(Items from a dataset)
====================

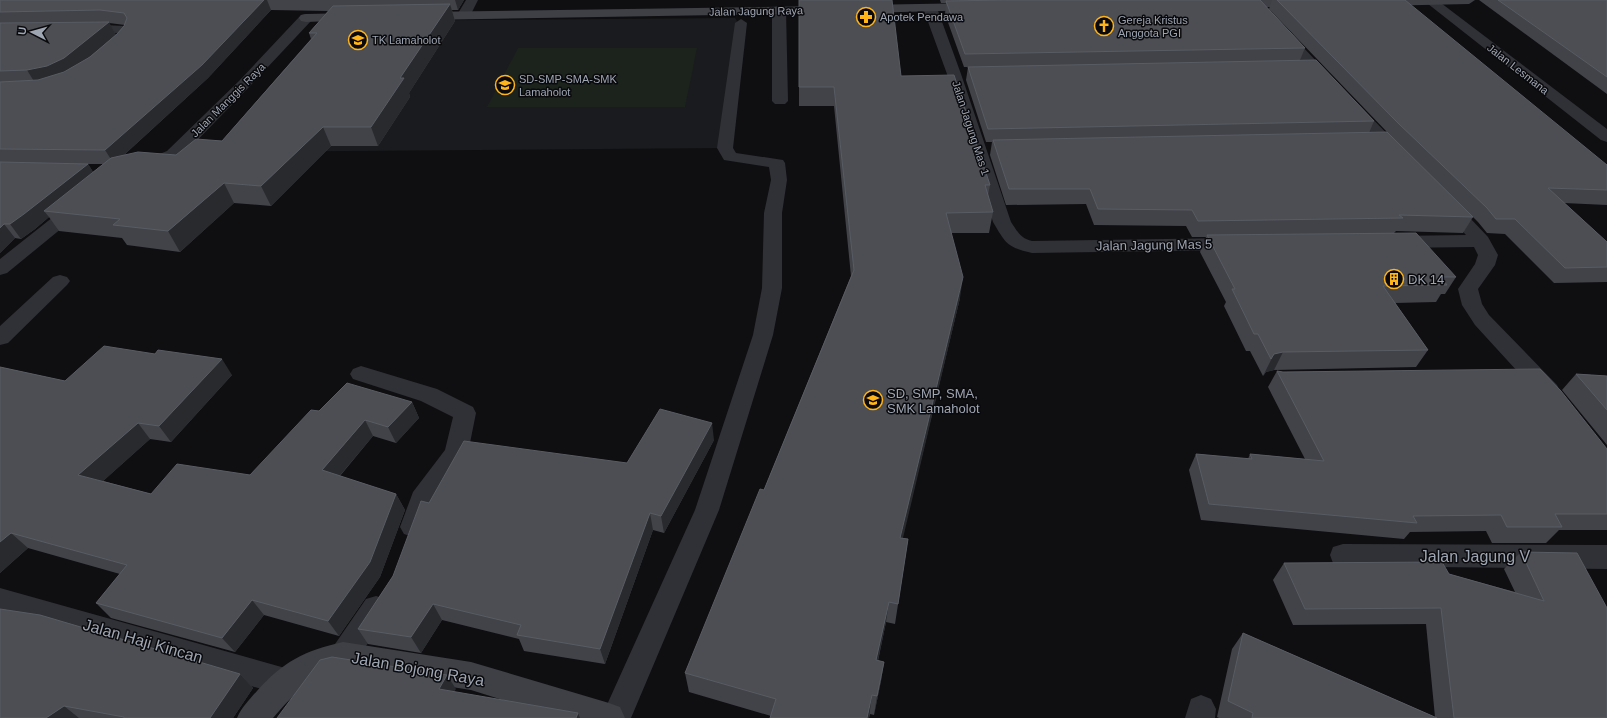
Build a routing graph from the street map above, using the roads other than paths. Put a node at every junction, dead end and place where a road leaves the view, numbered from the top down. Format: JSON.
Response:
{"nodes":[{"id":1,"x":472,"y":0,"type":"edge"},
{"id":2,"x":1429,"y":0,"type":"edge"},
{"id":3,"x":1469,"y":0,"type":"edge"},
{"id":4,"x":1253,"y":1,"type":"edge"},
{"id":5,"x":1315,"y":2,"type":"edge"},
{"id":6,"x":1361,"y":2,"type":"edge"},
{"id":7,"x":1222,"y":3,"type":"edge"},
{"id":8,"x":878,"y":4,"type":"edge"},
{"id":9,"x":316,"y":6,"type":"dead end"},
{"id":10,"x":992,"y":7,"type":"edge"},
{"id":11,"x":930,"y":8,"type":"junction"},
{"id":12,"x":779,"y":10,"type":"junction"},
{"id":13,"x":410,"y":16,"type":"edge"},
{"id":14,"x":464,"y":16,"type":"junction"},
{"id":15,"x":363,"y":17,"type":"edge"},
{"id":16,"x":306,"y":18,"type":"junction"},
{"id":17,"x":741,"y":22,"type":"dead end"},
{"id":18,"x":69,"y":28,"type":"edge"},
{"id":19,"x":100,"y":57,"type":"edge"},
{"id":20,"x":780,"y":101,"type":"dead end"},
{"id":21,"x":1607,"y":137,"type":"edge"},
{"id":22,"x":1360,"y":142,"type":"edge"},
{"id":23,"x":1384,"y":142,"type":"junction"},
{"id":24,"x":1406,"y":163,"type":"edge"},
{"id":25,"x":128,"y":170,"type":"edge"},
{"id":26,"x":1432,"y":190,"type":"edge"},
{"id":27,"x":91,"y":194,"type":"edge"},
{"id":28,"x":1481,"y":241,"type":"junction"},
{"id":29,"x":1380,"y":242,"type":"edge"},
{"id":30,"x":1255,"y":243,"type":"edge"},
{"id":31,"x":1019,"y":244,"type":"joint"},
{"id":32,"x":0,"y":269,"type":"edge"},
{"id":33,"x":60,"y":281,"type":"dead end"},
{"id":34,"x":0,"y":338,"type":"edge"},
{"id":35,"x":361,"y":374,"type":"dead end"},
{"id":36,"x":1535,"y":375,"type":"junction"},
{"id":37,"x":1503,"y":376,"type":"edge"},
{"id":38,"x":1561,"y":406,"type":"edge"},
{"id":39,"x":405,"y":549,"type":"edge"},
{"id":40,"x":1343,"y":555,"type":"dead end"},
{"id":41,"x":1607,"y":557,"type":"edge"},
{"id":42,"x":388,"y":590,"type":"edge"},
{"id":43,"x":0,"y":600,"type":"edge"},
{"id":44,"x":343,"y":656,"type":"junction"},
{"id":45,"x":285,"y":682,"type":"junction"},
{"id":46,"x":253,"y":718,"type":"edge"},
{"id":47,"x":609,"y":718,"type":"edge"},
{"id":48,"x":616,"y":718,"type":"edge"}],
"edges":[{"from":1,"to":14,"type":"street"},
{"from":2,"to":3,"type":"street"},
{"from":2,"to":6,"type":"street"},
{"from":2,"to":21,"type":"street","name":"Jalan Lesmana"},
{"from":4,"to":5,"type":"street"},
{"from":4,"to":7,"type":"street"},
{"from":4,"to":23,"type":"street"},
{"from":8,"to":11,"type":"street","name":"Jalan Jagung Raya"},
{"from":8,"to":12,"type":"street","name":"Jalan Jagung Raya"},
{"from":9,"to":16,"type":"street","name":"Jalan Manggis Raya"},
{"from":10,"to":11,"type":"street","name":"Jalan Jagung Raya"},
{"from":11,"to":31,"type":"street","name":"Jalan Jagung Mas 1"},
{"from":12,"to":14,"type":"street","name":"Jalan Jagung Raya"},
{"from":12,"to":20,"type":"street"},
{"from":13,"to":14,"type":"street","name":"Jalan Jagung Raya"},
{"from":15,"to":16,"type":"street"},
{"from":16,"to":25,"type":"street","name":"Jalan Manggis Raya"},
{"from":17,"to":48,"type":"lane"},
{"from":18,"to":19,"type":"street"},
{"from":22,"to":23,"type":"street"},
{"from":23,"to":24,"type":"street"},
{"from":26,"to":28,"type":"street"},
{"from":27,"to":32,"type":"street"},
{"from":28,"to":29,"type":"street"},
{"from":28,"to":36,"type":"street"},
{"from":30,"to":31,"type":"street","name":"Jalan Jagung Mas 5"},
{"from":33,"to":34,"type":"street"},
{"from":35,"to":39,"type":"lane"},
{"from":36,"to":37,"type":"street"},
{"from":36,"to":38,"type":"street"},
{"from":40,"to":41,"type":"street","name":"Jalan Jagung V"},
{"from":42,"to":44,"type":"lane"},
{"from":43,"to":45,"type":"street","name":"Jalan Haji Kincan"},
{"from":44,"to":45,"type":"street"},
{"from":44,"to":47,"type":"street","name":"Jalan Bojong Raya"},
{"from":45,"to":46,"type":"street"}]}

====================

Action item: Tally, in the data above, the lines where the word "lane" occurs, and give the figure alone.

Task output: 3